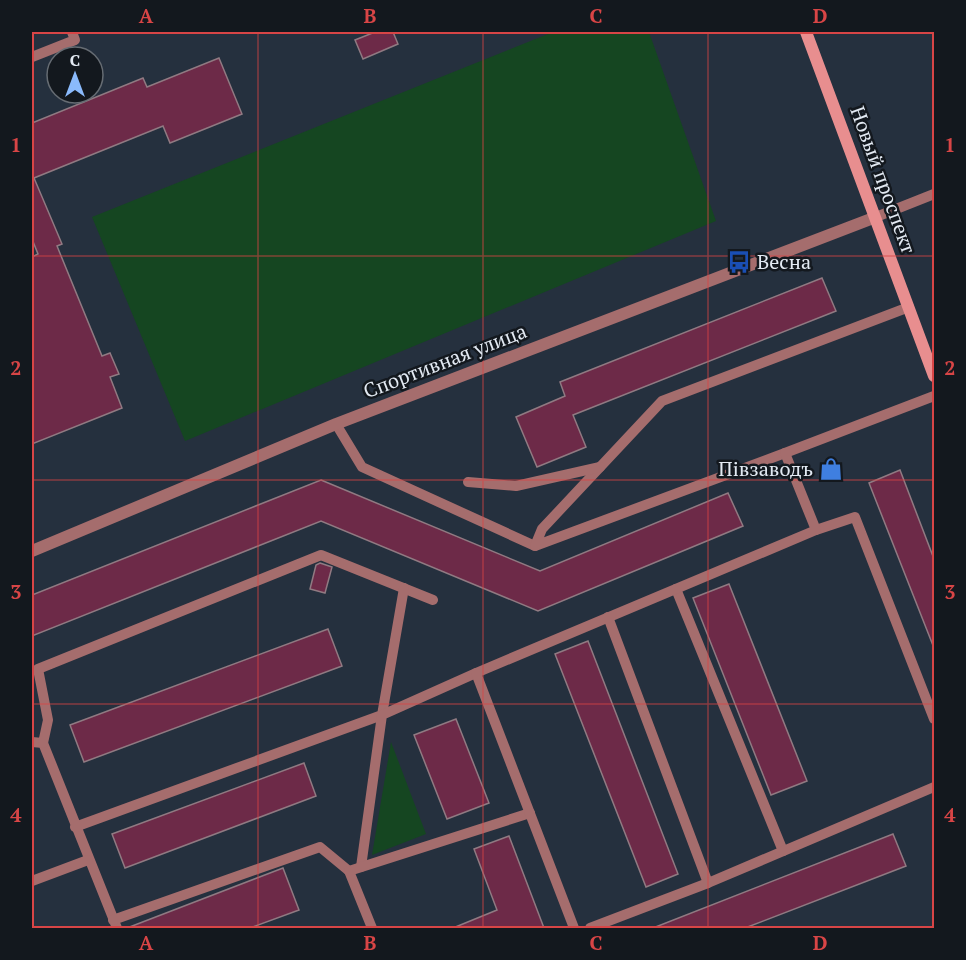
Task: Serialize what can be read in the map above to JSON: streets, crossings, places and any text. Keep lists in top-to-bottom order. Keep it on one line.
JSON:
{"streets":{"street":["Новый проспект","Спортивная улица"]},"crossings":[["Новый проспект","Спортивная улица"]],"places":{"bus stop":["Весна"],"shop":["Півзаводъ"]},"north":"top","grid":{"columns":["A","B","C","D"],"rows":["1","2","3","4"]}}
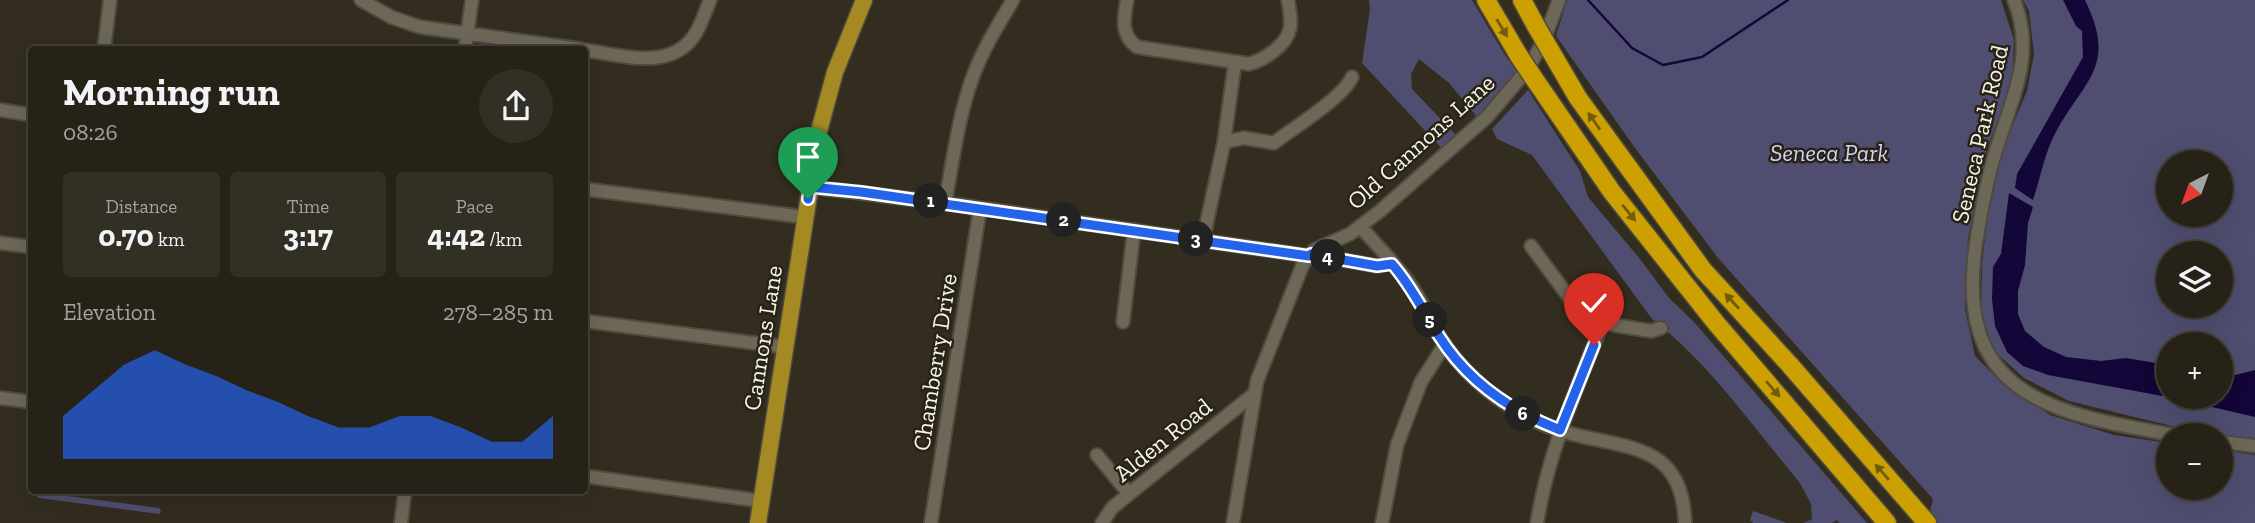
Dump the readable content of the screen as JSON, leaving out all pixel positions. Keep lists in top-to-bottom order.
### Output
──────────
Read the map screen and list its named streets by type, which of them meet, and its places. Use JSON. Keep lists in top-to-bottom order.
──────────
> _Assignment_
Check each line of the entries for the word "order". State how many lines hold it, and write nothing else.

> _Answer to this exercise_
3